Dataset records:

[Start of section]

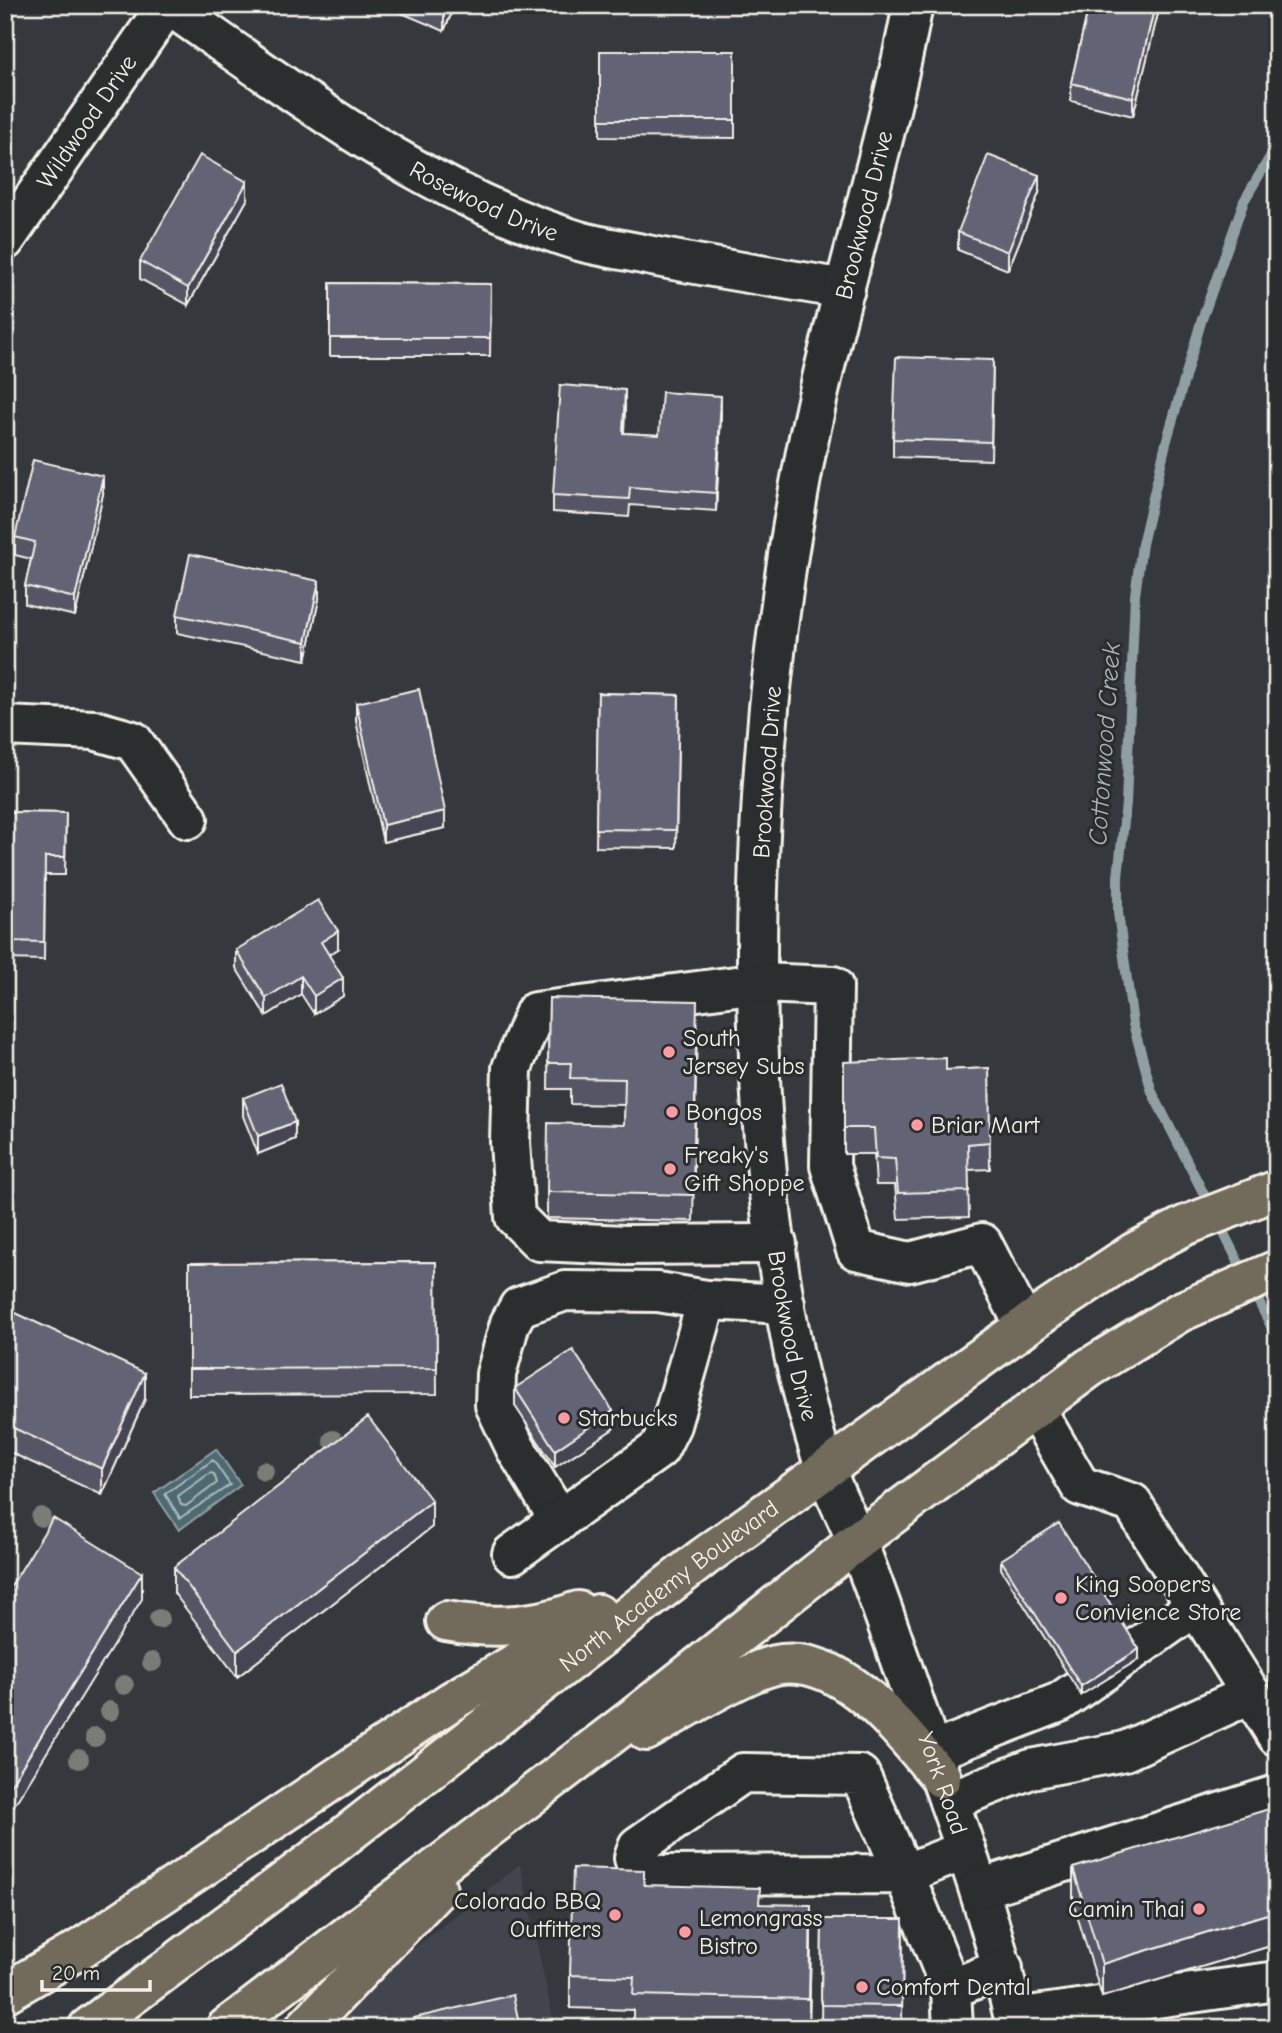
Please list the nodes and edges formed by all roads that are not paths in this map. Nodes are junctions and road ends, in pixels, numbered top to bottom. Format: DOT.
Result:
graph roads {
  1 [pos="167,5"];
  2 [pos="913,5"];
  3 [pos="5,240"];
  4 [pos="845,289"];
  5 [pos="5,726"];
  6 [pos="188,819"];
  7 [pos="759,983"];
  8 [pos="1277,1190"];
  9 [pos="777,1244"];
  10 [pos="1277,1270"];
  11 [pos="706,1300"];
  12 [pos="785,1304"];
  13 [pos="1035,1319"];
  14 [pos="1035,1408"];
  15 [pos="825,1468"];
  16 [pos="560,1521"];
  17 [pos="857,1541"];
  18 [pos="512,1554"];
  19 [pos="704,1558"];
  20 [pos="648,1584"];
  21 [pos="1196,1606"];
  22 [pos="446,1621"];
  23 [pos="1251,1694"];
  24 [pos="1277,1736"];
  25 [pos="941,1777"];
  26 [pos="545,1785"];
  27 [pos="1277,1796"];
  28 [pos="510,1812"];
  29 [pos="966,1850"];
  30 [pos="905,1874"];
  31 [pos="979,1889"];
  32 [pos="1003,1968"];
  33 [pos="1277,1981"];
  34 [pos="951,1989"];
  35 [pos="5,1993"];
  36 [pos="1015,2023"];
  37 [pos="88,2028"];
  38 [pos="226,2028"];
  39 [pos="306,2028"];
  40 [pos="953,2028"];
  1 -- 3 [label="street, Wildwood Drive"];
  1 -- 4 [label="street, Rosewood Drive"];
  2 -- 4 [label="street, Brookwood Drive"];
  4 -- 7 [label="street, Brookwood Drive"];
  5 -- 6 [label="street"];
  7 -- 9 [label="street, Brookwood Drive"];
  7 -- 9 [label="street"];
  7 -- 13 [label="street"];
  8 -- 13 [label="highway, North Academy Boulevard"];
  9 -- 12 [label="street, Brookwood Drive"];
  10 -- 14 [label="highway"];
  11 -- 12 [label="street"];
  11 -- 16 [label="street"];
  11 -- 16 [label="street"];
  12 -- 15 [label="street, Brookwood Drive"];
  13 -- 15 [label="highway, North Academy Boulevard"];
  14 -- 17 [label="highway"];
  14 -- 21 [label="street"];
  15 -- 17 [label="street, Brookwood Drive"];
  15 -- 19 [label="highway, North Academy Boulevard"];
  16 -- 18 [label="street"];
  17 -- 25 [label="street, York Road"];
  17 -- 26 [label="highway"];
  19 -- 20 [label="highway"];
  19 -- 37 [label="highway, North Academy Boulevard"];
  20 -- 22 [label="highway"];
  20 -- 35 [label="highway"];
  21 -- 23 [label="street"];
  21 -- 25 [label="street"];
  23 -- 24 [label="street"];
  23 -- 25 [label="street"];
  25 -- 26 [label="highway"];
  25 -- 29 [label="street, York Road"];
  26 -- 28 [label="highway"];
  27 -- 31 [label="street"];
  28 -- 38 [label="highway"];
  28 -- 39 [label="highway"];
  29 -- 30 [label="street"];
  29 -- 31 [label="street, York Road"];
  30 -- 30 [label="street"];
  30 -- 34 [label="street"];
  31 -- 32 [label="street, York Road"];
  32 -- 34 [label="street"];
  32 -- 36 [label="street, York Road"];
  33 -- 36 [label="street"];
  34 -- 40 [label="street"];
}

[End of section]

#### What to work on:
Each of the entries above must be output exactly, with none of the pictures.

#### Result of the exercise:
Please list the nodes and edges formed by all roads that are not paths in this map. Nodes are junctions and road ends, in pixels, numbered top to bottom. Format: DOT.
Result:
graph roads {
  1 [pos="167,5"];
  2 [pos="913,5"];
  3 [pos="5,240"];
  4 [pos="845,289"];
  5 [pos="5,726"];
  6 [pos="188,819"];
  7 [pos="759,983"];
  8 [pos="1277,1190"];
  9 [pos="777,1244"];
  10 [pos="1277,1270"];
  11 [pos="706,1300"];
  12 [pos="785,1304"];
  13 [pos="1035,1319"];
  14 [pos="1035,1408"];
  15 [pos="825,1468"];
  16 [pos="560,1521"];
  17 [pos="857,1541"];
  18 [pos="512,1554"];
  19 [pos="704,1558"];
  20 [pos="648,1584"];
  21 [pos="1196,1606"];
  22 [pos="446,1621"];
  23 [pos="1251,1694"];
  24 [pos="1277,1736"];
  25 [pos="941,1777"];
  26 [pos="545,1785"];
  27 [pos="1277,1796"];
  28 [pos="510,1812"];
  29 [pos="966,1850"];
  30 [pos="905,1874"];
  31 [pos="979,1889"];
  32 [pos="1003,1968"];
  33 [pos="1277,1981"];
  34 [pos="951,1989"];
  35 [pos="5,1993"];
  36 [pos="1015,2023"];
  37 [pos="88,2028"];
  38 [pos="226,2028"];
  39 [pos="306,2028"];
  40 [pos="953,2028"];
  1 -- 3 [label="street, Wildwood Drive"];
  1 -- 4 [label="street, Rosewood Drive"];
  2 -- 4 [label="street, Brookwood Drive"];
  4 -- 7 [label="street, Brookwood Drive"];
  5 -- 6 [label="street"];
  7 -- 9 [label="street, Brookwood Drive"];
  7 -- 9 [label="street"];
  7 -- 13 [label="street"];
  8 -- 13 [label="highway, North Academy Boulevard"];
  9 -- 12 [label="street, Brookwood Drive"];
  10 -- 14 [label="highway"];
  11 -- 12 [label="street"];
  11 -- 16 [label="street"];
  11 -- 16 [label="street"];
  12 -- 15 [label="street, Brookwood Drive"];
  13 -- 15 [label="highway, North Academy Boulevard"];
  14 -- 17 [label="highway"];
  14 -- 21 [label="street"];
  15 -- 17 [label="street, Brookwood Drive"];
  15 -- 19 [label="highway, North Academy Boulevard"];
  16 -- 18 [label="street"];
  17 -- 25 [label="street, York Road"];
  17 -- 26 [label="highway"];
  19 -- 20 [label="highway"];
  19 -- 37 [label="highway, North Academy Boulevard"];
  20 -- 22 [label="highway"];
  20 -- 35 [label="highway"];
  21 -- 23 [label="street"];
  21 -- 25 [label="street"];
  23 -- 24 [label="street"];
  23 -- 25 [label="street"];
  25 -- 26 [label="highway"];
  25 -- 29 [label="street, York Road"];
  26 -- 28 [label="highway"];
  27 -- 31 [label="street"];
  28 -- 38 [label="highway"];
  28 -- 39 [label="highway"];
  29 -- 30 [label="street"];
  29 -- 31 [label="street, York Road"];
  30 -- 30 [label="street"];
  30 -- 34 [label="street"];
  31 -- 32 [label="street, York Road"];
  32 -- 34 [label="street"];
  32 -- 36 [label="street, York Road"];
  33 -- 36 [label="street"];
  34 -- 40 [label="street"];
}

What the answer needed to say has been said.